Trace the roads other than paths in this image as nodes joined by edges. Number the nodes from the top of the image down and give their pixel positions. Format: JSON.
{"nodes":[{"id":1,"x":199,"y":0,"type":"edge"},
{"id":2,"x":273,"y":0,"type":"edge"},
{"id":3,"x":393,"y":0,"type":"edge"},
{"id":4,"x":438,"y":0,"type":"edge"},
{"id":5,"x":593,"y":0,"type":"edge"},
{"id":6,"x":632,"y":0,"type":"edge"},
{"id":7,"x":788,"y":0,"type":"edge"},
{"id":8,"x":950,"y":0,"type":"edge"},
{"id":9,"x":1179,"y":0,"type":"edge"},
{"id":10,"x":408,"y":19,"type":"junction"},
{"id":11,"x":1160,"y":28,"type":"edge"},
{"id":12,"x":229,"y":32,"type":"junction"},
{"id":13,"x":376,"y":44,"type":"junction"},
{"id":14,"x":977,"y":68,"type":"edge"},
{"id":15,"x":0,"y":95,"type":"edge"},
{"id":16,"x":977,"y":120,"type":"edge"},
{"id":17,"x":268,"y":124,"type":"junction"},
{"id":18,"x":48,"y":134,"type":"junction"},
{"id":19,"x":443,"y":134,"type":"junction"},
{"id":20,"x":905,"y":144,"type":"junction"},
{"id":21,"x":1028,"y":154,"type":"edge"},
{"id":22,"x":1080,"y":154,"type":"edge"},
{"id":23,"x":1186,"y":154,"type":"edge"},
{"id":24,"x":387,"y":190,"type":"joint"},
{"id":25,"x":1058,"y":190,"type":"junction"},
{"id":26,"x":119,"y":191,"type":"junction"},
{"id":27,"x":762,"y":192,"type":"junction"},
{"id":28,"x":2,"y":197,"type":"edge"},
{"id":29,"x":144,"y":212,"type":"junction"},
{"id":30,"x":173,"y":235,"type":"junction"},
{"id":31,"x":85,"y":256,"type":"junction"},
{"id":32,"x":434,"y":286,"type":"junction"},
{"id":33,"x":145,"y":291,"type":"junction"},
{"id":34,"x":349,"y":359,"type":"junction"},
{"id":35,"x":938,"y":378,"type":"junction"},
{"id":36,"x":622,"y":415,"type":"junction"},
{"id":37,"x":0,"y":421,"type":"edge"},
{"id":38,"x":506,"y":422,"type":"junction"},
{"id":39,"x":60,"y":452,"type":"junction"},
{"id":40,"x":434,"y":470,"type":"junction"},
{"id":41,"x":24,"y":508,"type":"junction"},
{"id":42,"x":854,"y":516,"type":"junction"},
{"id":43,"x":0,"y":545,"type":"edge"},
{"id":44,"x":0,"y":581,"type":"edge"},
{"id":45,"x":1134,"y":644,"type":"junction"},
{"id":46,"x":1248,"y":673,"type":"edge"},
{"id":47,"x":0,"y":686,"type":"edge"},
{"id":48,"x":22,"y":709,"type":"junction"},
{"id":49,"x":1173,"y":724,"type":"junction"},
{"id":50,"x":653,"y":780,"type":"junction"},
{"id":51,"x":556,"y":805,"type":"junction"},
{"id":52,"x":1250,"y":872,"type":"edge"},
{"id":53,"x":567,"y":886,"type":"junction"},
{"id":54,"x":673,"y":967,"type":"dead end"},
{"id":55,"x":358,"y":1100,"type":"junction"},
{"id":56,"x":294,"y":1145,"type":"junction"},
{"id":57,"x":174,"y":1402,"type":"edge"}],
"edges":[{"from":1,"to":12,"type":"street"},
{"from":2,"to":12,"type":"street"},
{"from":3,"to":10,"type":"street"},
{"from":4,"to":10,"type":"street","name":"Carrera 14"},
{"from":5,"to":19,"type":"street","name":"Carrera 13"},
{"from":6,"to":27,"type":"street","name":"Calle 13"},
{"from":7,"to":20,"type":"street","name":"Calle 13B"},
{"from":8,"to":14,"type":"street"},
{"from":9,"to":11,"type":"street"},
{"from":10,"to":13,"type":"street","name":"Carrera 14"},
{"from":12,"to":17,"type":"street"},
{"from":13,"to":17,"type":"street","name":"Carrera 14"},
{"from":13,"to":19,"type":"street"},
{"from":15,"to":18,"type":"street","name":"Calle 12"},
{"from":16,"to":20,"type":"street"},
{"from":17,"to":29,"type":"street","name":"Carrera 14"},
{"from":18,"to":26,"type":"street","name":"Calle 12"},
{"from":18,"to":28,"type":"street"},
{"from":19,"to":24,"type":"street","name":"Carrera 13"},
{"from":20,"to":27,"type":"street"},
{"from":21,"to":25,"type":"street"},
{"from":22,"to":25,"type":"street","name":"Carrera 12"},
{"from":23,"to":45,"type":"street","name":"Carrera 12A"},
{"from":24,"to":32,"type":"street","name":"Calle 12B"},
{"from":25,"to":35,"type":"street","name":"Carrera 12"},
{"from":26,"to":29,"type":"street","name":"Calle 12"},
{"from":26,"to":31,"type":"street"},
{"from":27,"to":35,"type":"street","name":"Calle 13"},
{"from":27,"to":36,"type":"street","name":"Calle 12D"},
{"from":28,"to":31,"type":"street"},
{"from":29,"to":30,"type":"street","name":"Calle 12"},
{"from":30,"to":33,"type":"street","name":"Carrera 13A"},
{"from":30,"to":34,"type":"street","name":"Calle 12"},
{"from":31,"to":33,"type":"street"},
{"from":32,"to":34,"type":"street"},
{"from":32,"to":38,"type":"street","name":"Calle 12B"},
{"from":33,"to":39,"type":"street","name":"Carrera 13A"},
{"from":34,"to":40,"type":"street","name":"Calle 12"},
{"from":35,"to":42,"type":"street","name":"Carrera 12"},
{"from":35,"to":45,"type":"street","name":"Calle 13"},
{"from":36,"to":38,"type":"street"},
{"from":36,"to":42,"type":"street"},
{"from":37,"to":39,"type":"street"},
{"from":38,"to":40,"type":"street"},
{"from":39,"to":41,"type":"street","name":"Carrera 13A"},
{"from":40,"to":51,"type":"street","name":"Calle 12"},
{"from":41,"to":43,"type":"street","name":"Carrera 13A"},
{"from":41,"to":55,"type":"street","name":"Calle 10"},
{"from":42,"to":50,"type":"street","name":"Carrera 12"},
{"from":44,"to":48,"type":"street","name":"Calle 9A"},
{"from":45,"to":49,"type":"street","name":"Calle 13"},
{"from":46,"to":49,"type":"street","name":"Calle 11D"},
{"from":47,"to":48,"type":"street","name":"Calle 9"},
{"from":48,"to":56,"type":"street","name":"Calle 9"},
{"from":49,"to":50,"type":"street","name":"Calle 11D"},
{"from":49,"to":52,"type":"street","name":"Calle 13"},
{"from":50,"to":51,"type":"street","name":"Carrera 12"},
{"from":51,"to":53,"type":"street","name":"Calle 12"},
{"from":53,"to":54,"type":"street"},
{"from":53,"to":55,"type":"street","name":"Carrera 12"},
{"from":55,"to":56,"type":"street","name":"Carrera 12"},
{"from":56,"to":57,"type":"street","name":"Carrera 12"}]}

### [Problem statement]
The answer must be the complete listing, repeated exactly.

### [Solution to this task]
Trace the roads other than paths in this image as nodes joined by edges. Number the nodes from the top of the image down and give their pixel positions. Format: JSON.
{"nodes":[{"id":1,"x":199,"y":0,"type":"edge"},
{"id":2,"x":273,"y":0,"type":"edge"},
{"id":3,"x":393,"y":0,"type":"edge"},
{"id":4,"x":438,"y":0,"type":"edge"},
{"id":5,"x":593,"y":0,"type":"edge"},
{"id":6,"x":632,"y":0,"type":"edge"},
{"id":7,"x":788,"y":0,"type":"edge"},
{"id":8,"x":950,"y":0,"type":"edge"},
{"id":9,"x":1179,"y":0,"type":"edge"},
{"id":10,"x":408,"y":19,"type":"junction"},
{"id":11,"x":1160,"y":28,"type":"edge"},
{"id":12,"x":229,"y":32,"type":"junction"},
{"id":13,"x":376,"y":44,"type":"junction"},
{"id":14,"x":977,"y":68,"type":"edge"},
{"id":15,"x":0,"y":95,"type":"edge"},
{"id":16,"x":977,"y":120,"type":"edge"},
{"id":17,"x":268,"y":124,"type":"junction"},
{"id":18,"x":48,"y":134,"type":"junction"},
{"id":19,"x":443,"y":134,"type":"junction"},
{"id":20,"x":905,"y":144,"type":"junction"},
{"id":21,"x":1028,"y":154,"type":"edge"},
{"id":22,"x":1080,"y":154,"type":"edge"},
{"id":23,"x":1186,"y":154,"type":"edge"},
{"id":24,"x":387,"y":190,"type":"joint"},
{"id":25,"x":1058,"y":190,"type":"junction"},
{"id":26,"x":119,"y":191,"type":"junction"},
{"id":27,"x":762,"y":192,"type":"junction"},
{"id":28,"x":2,"y":197,"type":"edge"},
{"id":29,"x":144,"y":212,"type":"junction"},
{"id":30,"x":173,"y":235,"type":"junction"},
{"id":31,"x":85,"y":256,"type":"junction"},
{"id":32,"x":434,"y":286,"type":"junction"},
{"id":33,"x":145,"y":291,"type":"junction"},
{"id":34,"x":349,"y":359,"type":"junction"},
{"id":35,"x":938,"y":378,"type":"junction"},
{"id":36,"x":622,"y":415,"type":"junction"},
{"id":37,"x":0,"y":421,"type":"edge"},
{"id":38,"x":506,"y":422,"type":"junction"},
{"id":39,"x":60,"y":452,"type":"junction"},
{"id":40,"x":434,"y":470,"type":"junction"},
{"id":41,"x":24,"y":508,"type":"junction"},
{"id":42,"x":854,"y":516,"type":"junction"},
{"id":43,"x":0,"y":545,"type":"edge"},
{"id":44,"x":0,"y":581,"type":"edge"},
{"id":45,"x":1134,"y":644,"type":"junction"},
{"id":46,"x":1248,"y":673,"type":"edge"},
{"id":47,"x":0,"y":686,"type":"edge"},
{"id":48,"x":22,"y":709,"type":"junction"},
{"id":49,"x":1173,"y":724,"type":"junction"},
{"id":50,"x":653,"y":780,"type":"junction"},
{"id":51,"x":556,"y":805,"type":"junction"},
{"id":52,"x":1250,"y":872,"type":"edge"},
{"id":53,"x":567,"y":886,"type":"junction"},
{"id":54,"x":673,"y":967,"type":"dead end"},
{"id":55,"x":358,"y":1100,"type":"junction"},
{"id":56,"x":294,"y":1145,"type":"junction"},
{"id":57,"x":174,"y":1402,"type":"edge"}],
"edges":[{"from":1,"to":12,"type":"street"},
{"from":2,"to":12,"type":"street"},
{"from":3,"to":10,"type":"street"},
{"from":4,"to":10,"type":"street","name":"Carrera 14"},
{"from":5,"to":19,"type":"street","name":"Carrera 13"},
{"from":6,"to":27,"type":"street","name":"Calle 13"},
{"from":7,"to":20,"type":"street","name":"Calle 13B"},
{"from":8,"to":14,"type":"street"},
{"from":9,"to":11,"type":"street"},
{"from":10,"to":13,"type":"street","name":"Carrera 14"},
{"from":12,"to":17,"type":"street"},
{"from":13,"to":17,"type":"street","name":"Carrera 14"},
{"from":13,"to":19,"type":"street"},
{"from":15,"to":18,"type":"street","name":"Calle 12"},
{"from":16,"to":20,"type":"street"},
{"from":17,"to":29,"type":"street","name":"Carrera 14"},
{"from":18,"to":26,"type":"street","name":"Calle 12"},
{"from":18,"to":28,"type":"street"},
{"from":19,"to":24,"type":"street","name":"Carrera 13"},
{"from":20,"to":27,"type":"street"},
{"from":21,"to":25,"type":"street"},
{"from":22,"to":25,"type":"street","name":"Carrera 12"},
{"from":23,"to":45,"type":"street","name":"Carrera 12A"},
{"from":24,"to":32,"type":"street","name":"Calle 12B"},
{"from":25,"to":35,"type":"street","name":"Carrera 12"},
{"from":26,"to":29,"type":"street","name":"Calle 12"},
{"from":26,"to":31,"type":"street"},
{"from":27,"to":35,"type":"street","name":"Calle 13"},
{"from":27,"to":36,"type":"street","name":"Calle 12D"},
{"from":28,"to":31,"type":"street"},
{"from":29,"to":30,"type":"street","name":"Calle 12"},
{"from":30,"to":33,"type":"street","name":"Carrera 13A"},
{"from":30,"to":34,"type":"street","name":"Calle 12"},
{"from":31,"to":33,"type":"street"},
{"from":32,"to":34,"type":"street"},
{"from":32,"to":38,"type":"street","name":"Calle 12B"},
{"from":33,"to":39,"type":"street","name":"Carrera 13A"},
{"from":34,"to":40,"type":"street","name":"Calle 12"},
{"from":35,"to":42,"type":"street","name":"Carrera 12"},
{"from":35,"to":45,"type":"street","name":"Calle 13"},
{"from":36,"to":38,"type":"street"},
{"from":36,"to":42,"type":"street"},
{"from":37,"to":39,"type":"street"},
{"from":38,"to":40,"type":"street"},
{"from":39,"to":41,"type":"street","name":"Carrera 13A"},
{"from":40,"to":51,"type":"street","name":"Calle 12"},
{"from":41,"to":43,"type":"street","name":"Carrera 13A"},
{"from":41,"to":55,"type":"street","name":"Calle 10"},
{"from":42,"to":50,"type":"street","name":"Carrera 12"},
{"from":44,"to":48,"type":"street","name":"Calle 9A"},
{"from":45,"to":49,"type":"street","name":"Calle 13"},
{"from":46,"to":49,"type":"street","name":"Calle 11D"},
{"from":47,"to":48,"type":"street","name":"Calle 9"},
{"from":48,"to":56,"type":"street","name":"Calle 9"},
{"from":49,"to":50,"type":"street","name":"Calle 11D"},
{"from":49,"to":52,"type":"street","name":"Calle 13"},
{"from":50,"to":51,"type":"street","name":"Carrera 12"},
{"from":51,"to":53,"type":"street","name":"Calle 12"},
{"from":53,"to":54,"type":"street"},
{"from":53,"to":55,"type":"street","name":"Carrera 12"},
{"from":55,"to":56,"type":"street","name":"Carrera 12"},
{"from":56,"to":57,"type":"street","name":"Carrera 12"}]}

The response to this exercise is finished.